# Task to complete
I'd like the data beneath this line reproduced exactly, without any of its images.

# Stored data
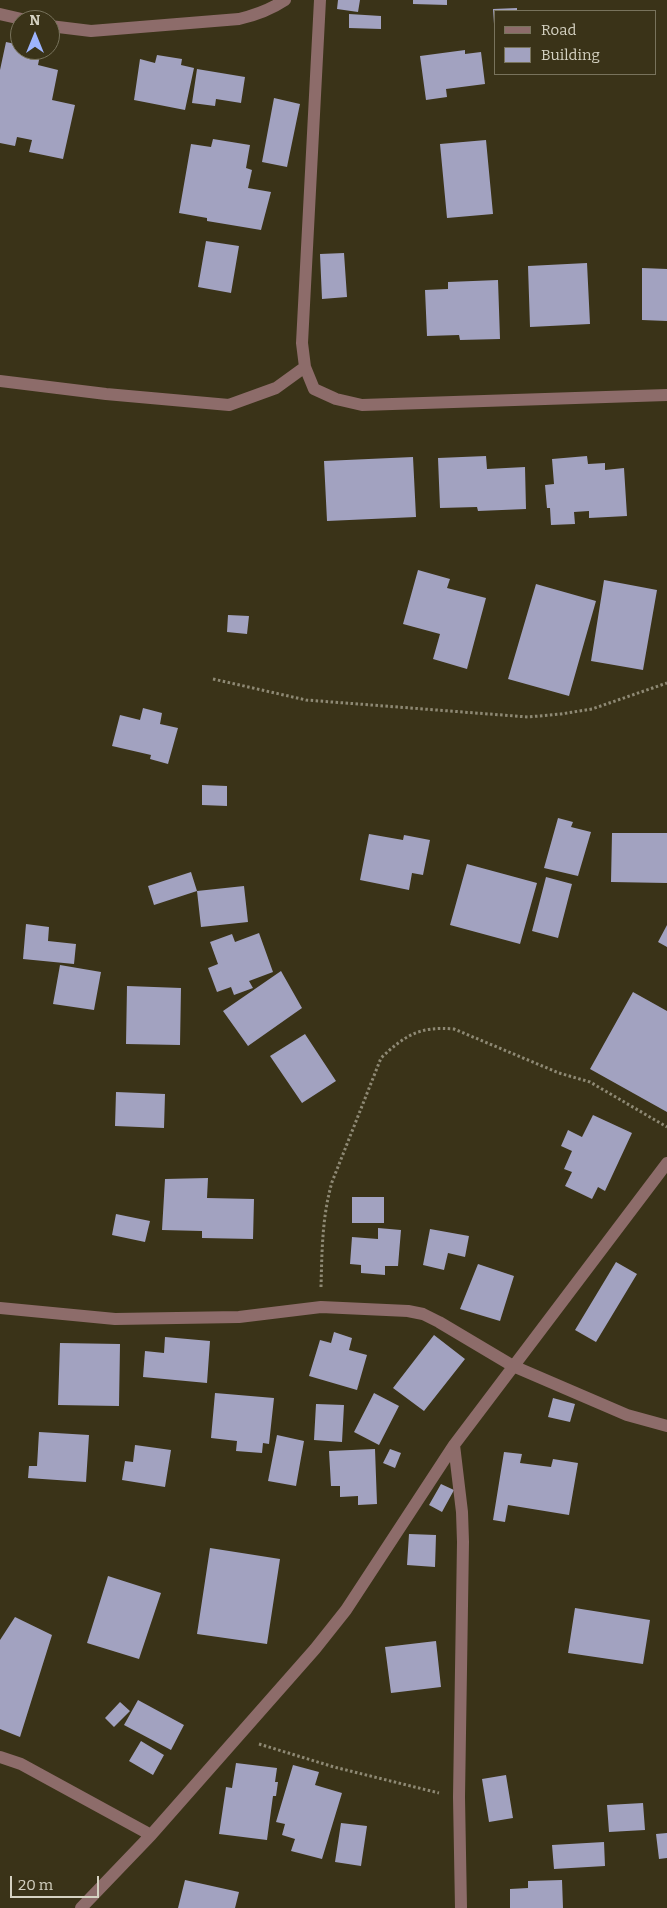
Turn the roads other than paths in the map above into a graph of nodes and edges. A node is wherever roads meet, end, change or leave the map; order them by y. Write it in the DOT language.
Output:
graph roads {
  1 [pos="285,0"];
  2 [pos="320,0"];
  3 [pos="60,27"];
  4 [pos="305,367"];
  5 [pos="0,381"];
  6 [pos="667,395"];
  7 [pos="667,1163"];
  8 [pos="0,1308"];
  9 [pos="514,1366"];
  10 [pos="667,1426"];
  11 [pos="454,1445"];
  12 [pos="0,1757"];
  13 [pos="151,1835"];
  14 [pos="81,1908"];
  15 [pos="460,1908"];
  1 -- 3 [label="street"];
  2 -- 4 [label="street"];
  4 -- 5 [label="street"];
  4 -- 6 [label="street"];
  7 -- 9 [label="street"];
  8 -- 9 [label="street"];
  9 -- 10 [label="street"];
  9 -- 11 [label="street"];
  11 -- 13 [label="street"];
  11 -- 15 [label="street"];
  12 -- 13 [label="street"];
  13 -- 14 [label="street"];
}
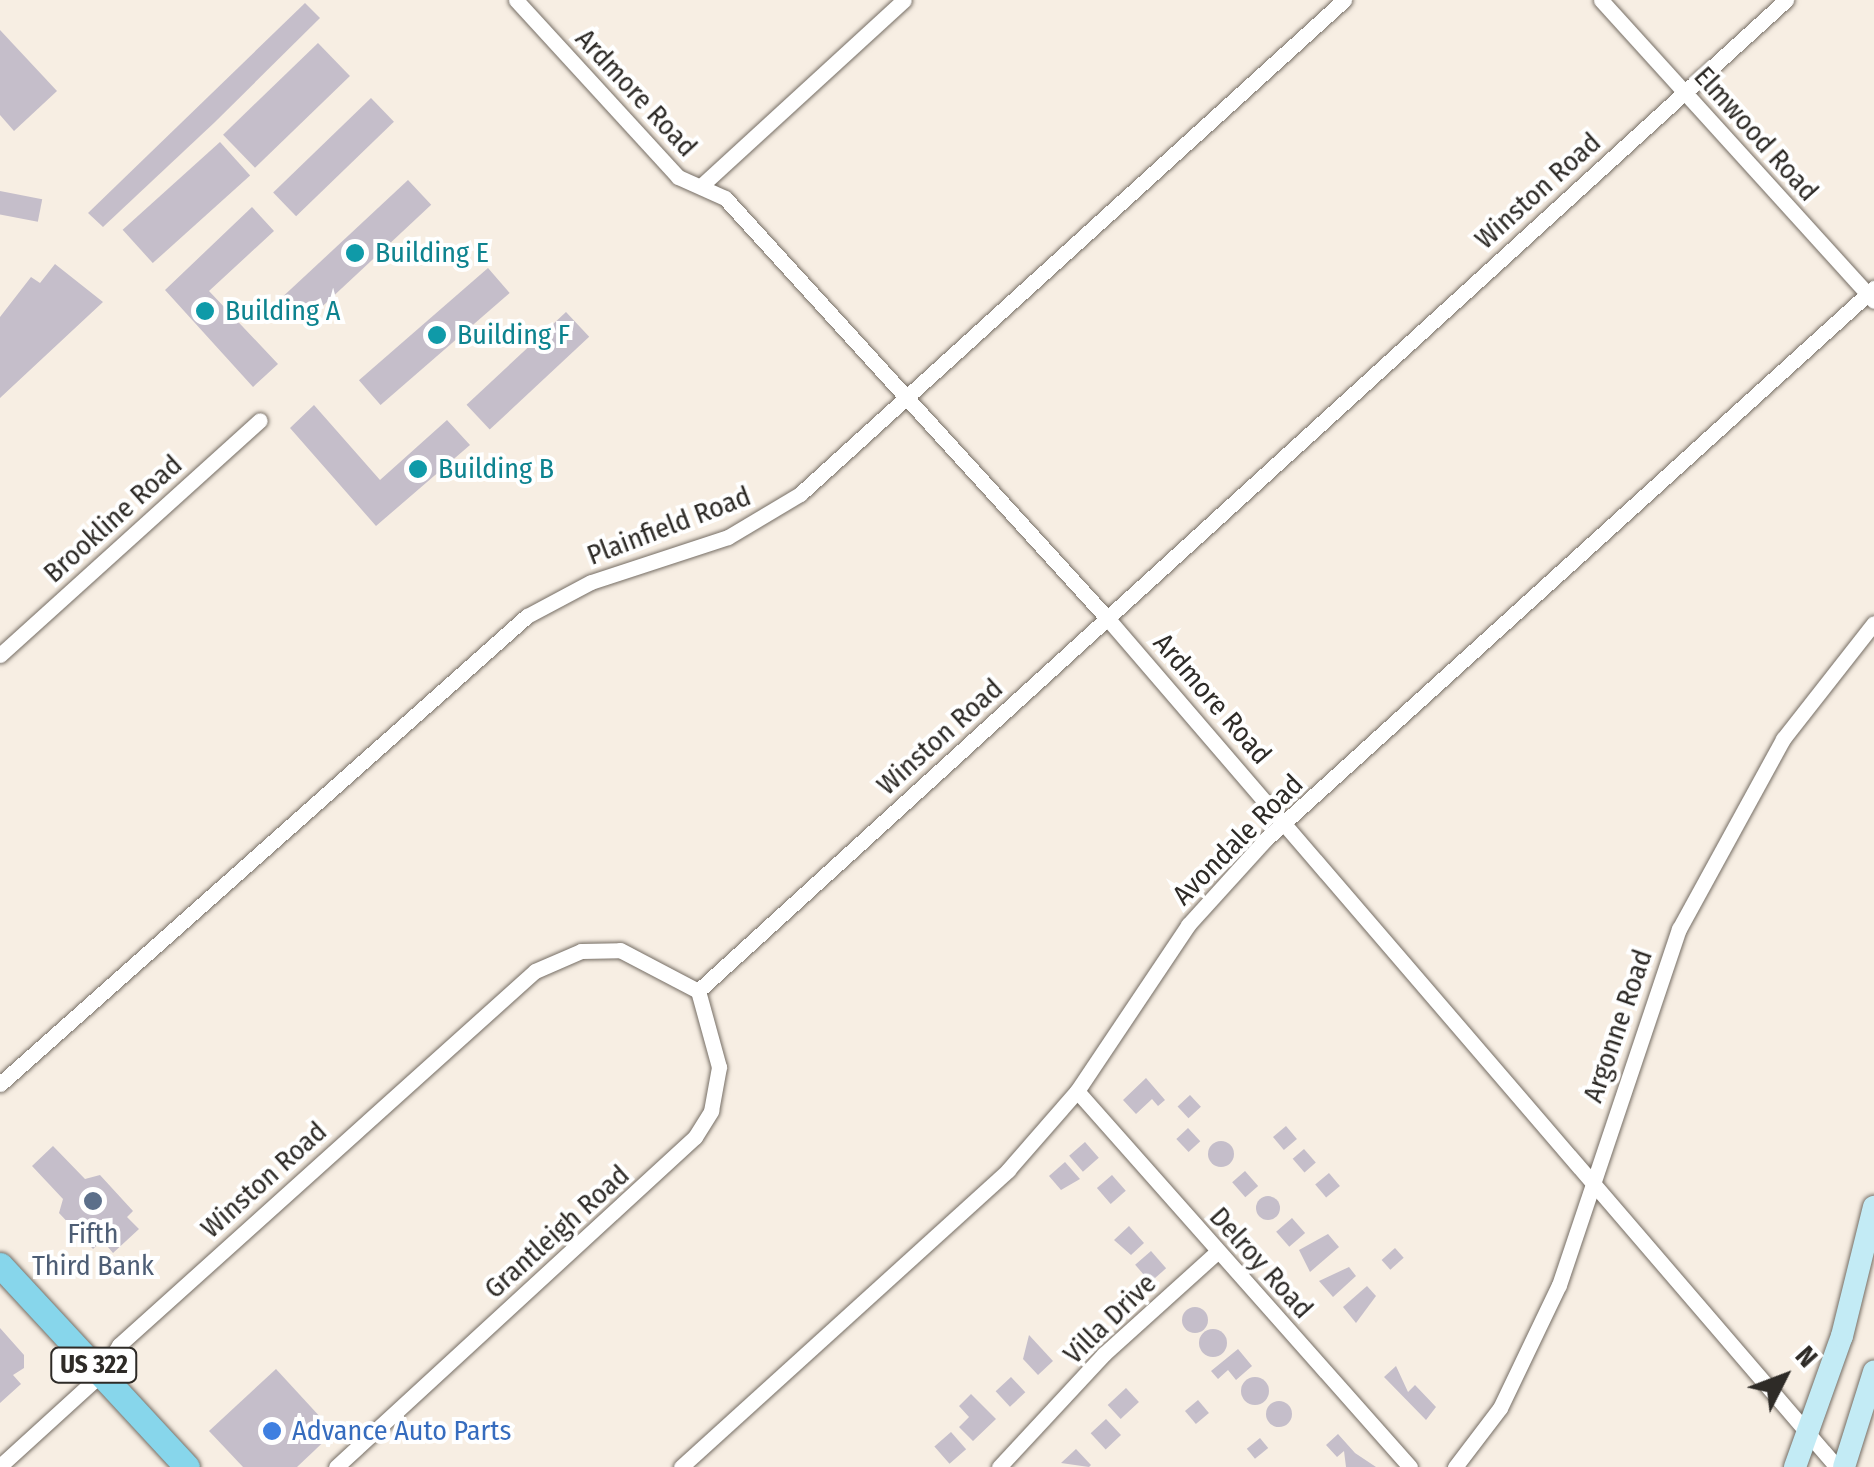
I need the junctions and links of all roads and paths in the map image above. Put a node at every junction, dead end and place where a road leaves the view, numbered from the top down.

# Written response
Turn the roads other than paths in the map above into a graph of nodes and edges. A node is wherever roads meet, end, change or leave the map; order them by y. Write it in the DOT language.
Output:
graph roads {
  1 [pos="285,0"];
  2 [pos="320,0"];
  3 [pos="60,27"];
  4 [pos="305,367"];
  5 [pos="0,381"];
  6 [pos="667,395"];
  7 [pos="667,1163"];
  8 [pos="0,1308"];
  9 [pos="514,1366"];
  10 [pos="667,1426"];
  11 [pos="454,1445"];
  12 [pos="0,1757"];
  13 [pos="151,1835"];
  14 [pos="81,1908"];
  15 [pos="460,1908"];
  1 -- 3 [label="street"];
  2 -- 4 [label="street"];
  4 -- 5 [label="street"];
  4 -- 6 [label="street"];
  7 -- 9 [label="street"];
  8 -- 9 [label="street"];
  9 -- 10 [label="street"];
  9 -- 11 [label="street"];
  11 -- 13 [label="street"];
  11 -- 15 [label="street"];
  12 -- 13 [label="street"];
  13 -- 14 [label="street"];
}
I need the junctions and links of all roads and paths in the map image above. Put a node at every junction, dead end and place where a road leaves the view, numbered from the top down.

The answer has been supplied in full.